Material to process:
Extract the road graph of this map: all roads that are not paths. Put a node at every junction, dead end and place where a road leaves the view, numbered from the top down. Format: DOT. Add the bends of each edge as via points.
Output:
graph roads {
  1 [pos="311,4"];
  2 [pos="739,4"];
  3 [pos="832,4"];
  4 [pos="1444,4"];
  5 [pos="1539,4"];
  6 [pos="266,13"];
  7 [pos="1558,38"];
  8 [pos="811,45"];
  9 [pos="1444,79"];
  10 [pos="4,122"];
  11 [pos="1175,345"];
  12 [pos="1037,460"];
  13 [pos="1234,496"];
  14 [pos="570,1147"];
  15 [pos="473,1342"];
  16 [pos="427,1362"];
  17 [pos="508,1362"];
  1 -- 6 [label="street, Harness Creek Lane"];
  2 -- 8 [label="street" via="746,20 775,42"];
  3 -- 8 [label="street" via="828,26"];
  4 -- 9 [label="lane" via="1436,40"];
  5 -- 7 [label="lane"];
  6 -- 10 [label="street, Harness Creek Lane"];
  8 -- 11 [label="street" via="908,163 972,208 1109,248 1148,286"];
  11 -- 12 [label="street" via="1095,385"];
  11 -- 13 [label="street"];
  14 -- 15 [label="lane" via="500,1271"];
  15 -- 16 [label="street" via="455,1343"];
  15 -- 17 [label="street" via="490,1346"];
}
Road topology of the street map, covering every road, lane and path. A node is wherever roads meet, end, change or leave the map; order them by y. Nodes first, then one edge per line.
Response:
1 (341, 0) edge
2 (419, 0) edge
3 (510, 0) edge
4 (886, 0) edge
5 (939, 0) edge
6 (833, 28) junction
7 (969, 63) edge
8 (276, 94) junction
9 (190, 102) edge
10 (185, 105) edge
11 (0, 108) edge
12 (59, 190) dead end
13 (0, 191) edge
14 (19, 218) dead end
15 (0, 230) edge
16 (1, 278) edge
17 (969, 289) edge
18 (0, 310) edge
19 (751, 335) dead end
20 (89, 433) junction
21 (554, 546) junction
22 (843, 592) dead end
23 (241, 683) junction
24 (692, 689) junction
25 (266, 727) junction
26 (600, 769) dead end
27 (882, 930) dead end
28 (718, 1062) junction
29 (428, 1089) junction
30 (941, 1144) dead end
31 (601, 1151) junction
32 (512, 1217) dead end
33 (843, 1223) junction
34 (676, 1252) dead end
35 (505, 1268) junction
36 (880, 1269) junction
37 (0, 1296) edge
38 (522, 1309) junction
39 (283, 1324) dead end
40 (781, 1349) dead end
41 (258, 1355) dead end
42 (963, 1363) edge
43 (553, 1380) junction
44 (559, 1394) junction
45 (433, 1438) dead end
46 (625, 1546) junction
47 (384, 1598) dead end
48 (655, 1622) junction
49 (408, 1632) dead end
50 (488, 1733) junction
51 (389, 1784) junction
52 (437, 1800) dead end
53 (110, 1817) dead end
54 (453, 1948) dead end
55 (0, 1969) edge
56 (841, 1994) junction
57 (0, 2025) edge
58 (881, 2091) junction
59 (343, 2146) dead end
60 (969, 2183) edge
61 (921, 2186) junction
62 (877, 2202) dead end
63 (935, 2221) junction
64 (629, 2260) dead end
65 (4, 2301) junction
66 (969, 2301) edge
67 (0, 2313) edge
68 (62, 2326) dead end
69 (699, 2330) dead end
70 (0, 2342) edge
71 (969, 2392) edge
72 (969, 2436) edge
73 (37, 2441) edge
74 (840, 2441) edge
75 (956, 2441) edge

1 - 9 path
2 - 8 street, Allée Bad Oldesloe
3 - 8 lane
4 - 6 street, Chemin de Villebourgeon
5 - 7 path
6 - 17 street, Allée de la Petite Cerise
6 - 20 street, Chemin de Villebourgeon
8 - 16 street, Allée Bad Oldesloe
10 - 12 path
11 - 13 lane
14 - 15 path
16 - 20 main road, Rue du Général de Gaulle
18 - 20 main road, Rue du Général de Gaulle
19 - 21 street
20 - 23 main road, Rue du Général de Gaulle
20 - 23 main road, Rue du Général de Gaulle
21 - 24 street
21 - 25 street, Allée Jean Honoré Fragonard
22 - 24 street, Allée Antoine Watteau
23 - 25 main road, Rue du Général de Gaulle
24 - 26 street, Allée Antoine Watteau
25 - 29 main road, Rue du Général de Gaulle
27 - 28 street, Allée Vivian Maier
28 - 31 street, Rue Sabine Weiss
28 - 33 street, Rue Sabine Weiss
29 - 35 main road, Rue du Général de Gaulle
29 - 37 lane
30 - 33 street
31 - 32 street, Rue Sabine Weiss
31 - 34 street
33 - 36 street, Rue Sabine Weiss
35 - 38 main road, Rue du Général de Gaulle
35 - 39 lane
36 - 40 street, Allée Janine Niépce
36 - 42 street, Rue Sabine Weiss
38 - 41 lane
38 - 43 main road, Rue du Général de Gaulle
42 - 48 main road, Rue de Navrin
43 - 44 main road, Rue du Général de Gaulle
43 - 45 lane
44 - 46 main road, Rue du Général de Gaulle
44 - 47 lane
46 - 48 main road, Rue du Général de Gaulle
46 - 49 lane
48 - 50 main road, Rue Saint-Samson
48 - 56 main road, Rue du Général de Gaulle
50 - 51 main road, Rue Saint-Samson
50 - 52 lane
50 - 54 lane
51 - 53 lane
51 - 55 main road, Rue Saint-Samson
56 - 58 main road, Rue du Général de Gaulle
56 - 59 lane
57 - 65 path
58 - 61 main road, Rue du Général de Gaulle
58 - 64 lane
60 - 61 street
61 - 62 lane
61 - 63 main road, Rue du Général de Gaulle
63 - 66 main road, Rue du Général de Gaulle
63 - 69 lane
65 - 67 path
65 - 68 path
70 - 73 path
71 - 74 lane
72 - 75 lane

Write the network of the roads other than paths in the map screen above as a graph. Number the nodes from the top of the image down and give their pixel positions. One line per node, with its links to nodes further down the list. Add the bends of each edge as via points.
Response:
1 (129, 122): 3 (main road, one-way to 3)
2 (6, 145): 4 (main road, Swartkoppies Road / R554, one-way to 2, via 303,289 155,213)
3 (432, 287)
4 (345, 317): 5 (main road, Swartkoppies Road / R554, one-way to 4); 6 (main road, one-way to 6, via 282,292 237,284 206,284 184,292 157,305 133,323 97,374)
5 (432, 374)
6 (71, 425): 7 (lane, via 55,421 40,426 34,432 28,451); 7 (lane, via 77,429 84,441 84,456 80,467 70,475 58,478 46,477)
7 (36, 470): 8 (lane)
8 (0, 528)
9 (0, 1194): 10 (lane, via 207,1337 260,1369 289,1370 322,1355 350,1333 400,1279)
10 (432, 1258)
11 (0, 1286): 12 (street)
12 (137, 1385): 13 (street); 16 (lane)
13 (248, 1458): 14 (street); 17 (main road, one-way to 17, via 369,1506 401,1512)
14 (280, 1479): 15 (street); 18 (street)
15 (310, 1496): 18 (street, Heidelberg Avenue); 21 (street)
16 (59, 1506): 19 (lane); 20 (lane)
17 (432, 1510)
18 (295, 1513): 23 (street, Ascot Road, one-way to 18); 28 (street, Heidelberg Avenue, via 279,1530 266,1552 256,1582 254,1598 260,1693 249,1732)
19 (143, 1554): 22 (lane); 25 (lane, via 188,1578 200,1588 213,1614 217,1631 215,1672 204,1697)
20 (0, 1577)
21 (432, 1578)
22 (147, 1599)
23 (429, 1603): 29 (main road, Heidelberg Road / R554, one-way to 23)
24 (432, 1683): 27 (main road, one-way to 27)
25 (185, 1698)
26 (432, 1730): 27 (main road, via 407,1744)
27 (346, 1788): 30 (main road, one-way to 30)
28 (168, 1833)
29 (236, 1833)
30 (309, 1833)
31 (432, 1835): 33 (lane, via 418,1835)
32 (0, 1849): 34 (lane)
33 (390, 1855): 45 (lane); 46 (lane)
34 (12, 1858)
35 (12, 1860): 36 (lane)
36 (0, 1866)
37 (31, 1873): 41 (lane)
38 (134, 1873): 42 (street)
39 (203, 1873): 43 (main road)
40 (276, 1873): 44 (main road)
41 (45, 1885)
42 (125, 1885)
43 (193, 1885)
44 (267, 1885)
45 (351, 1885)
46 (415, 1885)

What the task requires: The lines needed run from the first line of the data through the line containing "Road topology of"; give them again exactly and nothing else.

Final answer:
Extract the road graph of this map: all roads that are not paths. Put a node at every junction, dead end and place where a road leaves the view, numbered from the top down. Format: DOT. Add the bends of each edge as via points.
Output:
graph roads {
  1 [pos="311,4"];
  2 [pos="739,4"];
  3 [pos="832,4"];
  4 [pos="1444,4"];
  5 [pos="1539,4"];
  6 [pos="266,13"];
  7 [pos="1558,38"];
  8 [pos="811,45"];
  9 [pos="1444,79"];
  10 [pos="4,122"];
  11 [pos="1175,345"];
  12 [pos="1037,460"];
  13 [pos="1234,496"];
  14 [pos="570,1147"];
  15 [pos="473,1342"];
  16 [pos="427,1362"];
  17 [pos="508,1362"];
  1 -- 6 [label="street, Harness Creek Lane"];
  2 -- 8 [label="street" via="746,20 775,42"];
  3 -- 8 [label="street" via="828,26"];
  4 -- 9 [label="lane" via="1436,40"];
  5 -- 7 [label="lane"];
  6 -- 10 [label="street, Harness Creek Lane"];
  8 -- 11 [label="street" via="908,163 972,208 1109,248 1148,286"];
  11 -- 12 [label="street" via="1095,385"];
  11 -- 13 [label="street"];
  14 -- 15 [label="lane" via="500,1271"];
  15 -- 16 [label="street" via="455,1343"];
  15 -- 17 [label="street" via="490,1346"];
}
Road topology of the street map, covering every road, lane and path. A node is wherever roads meet, end, change or leave the map; order them by y. Nodes first, then one edge per line.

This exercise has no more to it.